Everything from the first line of the records to the line containing "ring tip: (537, 327)", inclusive, is to be extracted exactly, and nothing more.

--- THE DATA ---

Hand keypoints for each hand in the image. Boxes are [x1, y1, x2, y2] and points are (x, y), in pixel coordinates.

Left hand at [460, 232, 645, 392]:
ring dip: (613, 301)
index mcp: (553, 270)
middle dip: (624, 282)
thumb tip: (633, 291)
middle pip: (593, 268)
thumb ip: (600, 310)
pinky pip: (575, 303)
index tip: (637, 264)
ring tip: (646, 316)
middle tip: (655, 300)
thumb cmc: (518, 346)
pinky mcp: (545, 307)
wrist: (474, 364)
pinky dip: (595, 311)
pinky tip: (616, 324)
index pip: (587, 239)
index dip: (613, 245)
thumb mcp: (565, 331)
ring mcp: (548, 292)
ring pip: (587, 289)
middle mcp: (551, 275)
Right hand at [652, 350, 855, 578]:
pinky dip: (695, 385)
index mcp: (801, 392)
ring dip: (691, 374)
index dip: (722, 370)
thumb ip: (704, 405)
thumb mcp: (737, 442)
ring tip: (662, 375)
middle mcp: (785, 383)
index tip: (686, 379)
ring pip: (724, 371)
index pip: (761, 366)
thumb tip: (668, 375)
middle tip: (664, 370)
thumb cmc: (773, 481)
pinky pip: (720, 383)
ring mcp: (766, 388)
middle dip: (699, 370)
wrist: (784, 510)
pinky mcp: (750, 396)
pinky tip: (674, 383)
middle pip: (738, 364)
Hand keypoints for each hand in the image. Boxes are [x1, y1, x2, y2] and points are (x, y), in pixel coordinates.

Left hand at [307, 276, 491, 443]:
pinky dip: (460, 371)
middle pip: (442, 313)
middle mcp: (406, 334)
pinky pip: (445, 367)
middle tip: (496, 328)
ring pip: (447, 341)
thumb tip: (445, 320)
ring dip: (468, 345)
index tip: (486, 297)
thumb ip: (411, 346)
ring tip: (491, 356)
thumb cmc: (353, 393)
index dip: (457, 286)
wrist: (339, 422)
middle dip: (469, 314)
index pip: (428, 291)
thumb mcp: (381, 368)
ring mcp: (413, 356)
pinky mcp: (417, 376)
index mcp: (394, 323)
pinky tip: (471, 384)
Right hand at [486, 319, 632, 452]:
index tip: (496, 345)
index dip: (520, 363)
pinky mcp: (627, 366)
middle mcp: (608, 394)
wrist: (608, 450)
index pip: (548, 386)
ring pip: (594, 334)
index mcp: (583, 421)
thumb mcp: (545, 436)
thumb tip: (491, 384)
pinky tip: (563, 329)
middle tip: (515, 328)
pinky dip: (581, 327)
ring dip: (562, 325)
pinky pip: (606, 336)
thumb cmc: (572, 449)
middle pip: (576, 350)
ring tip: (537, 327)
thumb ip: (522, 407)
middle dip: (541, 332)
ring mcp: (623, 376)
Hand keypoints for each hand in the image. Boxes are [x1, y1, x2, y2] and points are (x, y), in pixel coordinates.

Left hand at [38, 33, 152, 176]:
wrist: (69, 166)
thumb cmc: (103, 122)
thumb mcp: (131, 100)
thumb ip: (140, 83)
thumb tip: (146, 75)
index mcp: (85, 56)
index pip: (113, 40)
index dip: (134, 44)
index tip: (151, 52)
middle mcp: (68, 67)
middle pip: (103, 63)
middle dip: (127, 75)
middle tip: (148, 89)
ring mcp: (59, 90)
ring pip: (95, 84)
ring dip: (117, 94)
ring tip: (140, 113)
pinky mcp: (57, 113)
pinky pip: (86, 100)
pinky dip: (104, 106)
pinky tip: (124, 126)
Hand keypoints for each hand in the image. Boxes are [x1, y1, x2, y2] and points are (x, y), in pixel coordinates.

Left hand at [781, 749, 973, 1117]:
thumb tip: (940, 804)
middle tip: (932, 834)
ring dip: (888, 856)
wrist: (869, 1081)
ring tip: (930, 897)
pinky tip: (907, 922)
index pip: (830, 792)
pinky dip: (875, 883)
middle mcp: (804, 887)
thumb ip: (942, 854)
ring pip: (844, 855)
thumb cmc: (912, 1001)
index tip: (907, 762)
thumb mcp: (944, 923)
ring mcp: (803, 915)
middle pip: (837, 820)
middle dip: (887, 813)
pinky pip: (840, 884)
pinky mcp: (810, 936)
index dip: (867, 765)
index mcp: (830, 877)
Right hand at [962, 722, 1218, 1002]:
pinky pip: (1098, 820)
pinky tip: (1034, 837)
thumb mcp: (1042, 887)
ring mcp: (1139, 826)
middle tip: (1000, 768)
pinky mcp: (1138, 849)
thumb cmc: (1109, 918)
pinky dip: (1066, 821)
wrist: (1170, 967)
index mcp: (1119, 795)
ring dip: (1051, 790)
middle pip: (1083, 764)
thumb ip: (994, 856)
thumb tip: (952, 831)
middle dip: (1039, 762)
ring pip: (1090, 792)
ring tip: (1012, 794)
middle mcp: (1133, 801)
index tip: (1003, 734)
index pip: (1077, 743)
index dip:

---

RESPONSE TO THIS EXERCISE =
Hand keypoints for each hand in the image. Boxes are [x1, y1, x2, y2] and points are (x, y), in pixel coordinates.

Left hand at [460, 232, 645, 392]:
ring dip: (613, 301)
index mcp: (553, 270)
middle dip: (624, 282)
thumb tip: (633, 291)
middle pip: (593, 268)
thumb ip: (600, 310)
pinky pip: (575, 303)
index tip: (637, 264)
ring tip: (646, 316)
middle tip: (655, 300)
thumb cmc: (518, 346)
pinky mcp: (545, 307)
wrist: (474, 364)
pinky dip: (595, 311)
pinky tip: (616, 324)
index pip: (587, 239)
index dip: (613, 245)
thumb mcp: (565, 331)
ring mcp: (548, 292)
ring pip: (587, 289)
middle mcp: (551, 275)
Right hand at [652, 350, 855, 578]:
pinky dip: (695, 385)
index mcp: (801, 392)
ring dip: (691, 374)
index dip: (722, 370)
thumb ip: (704, 405)
thumb mcp: (737, 442)
ring tip: (662, 375)
middle mcp: (785, 383)
index tip: (686, 379)
ring pip: (724, 371)
index pip: (761, 366)
thumb tip: (668, 375)
middle tip: (664, 370)
thumb cmc: (773, 481)
pinky pip: (720, 383)
ring mcp: (766, 388)
middle dip: (699, 370)
wrist: (784, 510)
pinky mcp: (750, 396)
pinky tip: (674, 383)
middle pip: (738, 364)
Hand keypoints for each hand in the image. Boxes are [x1, y1, x2, y2] and points are (x, y), in pixel coordinates.

Left hand at [307, 276, 491, 443]:
pinky dip: (460, 371)
middle pip: (442, 313)
middle mcp: (406, 334)
pinky pip: (445, 367)
middle tip: (496, 328)
ring pip: (447, 341)
thumb tip: (445, 320)
ring dip: (468, 345)
index tip: (486, 297)
thumb ip: (411, 346)
ring tip: (491, 356)
thumb cmc: (353, 393)
index dip: (457, 286)
wrist: (339, 422)
middle dip: (469, 314)
index pip: (428, 291)
thumb mcp: (381, 368)
ring mcp: (413, 356)
pinky mcp: (417, 376)
index mcp: (394, 323)
pinky tip: (471, 384)
Right hand at [486, 319, 632, 452]:
index tip: (496, 345)
index dip: (520, 363)
pinky mcp: (627, 366)
middle mcp: (608, 394)
wrist: (608, 450)
index pip: (548, 386)
ring pip: (594, 334)
index mcp: (583, 421)
thumb mcp: (545, 436)
thumb tip: (491, 384)
pinky tip: (563, 329)
middle tip: (515, 328)
pinky dip: (581, 327)
ring dip: (562, 325)
pinky pip: (606, 336)
thumb cmc: (572, 449)
middle pip: (576, 350)
ring tip: (537, 327)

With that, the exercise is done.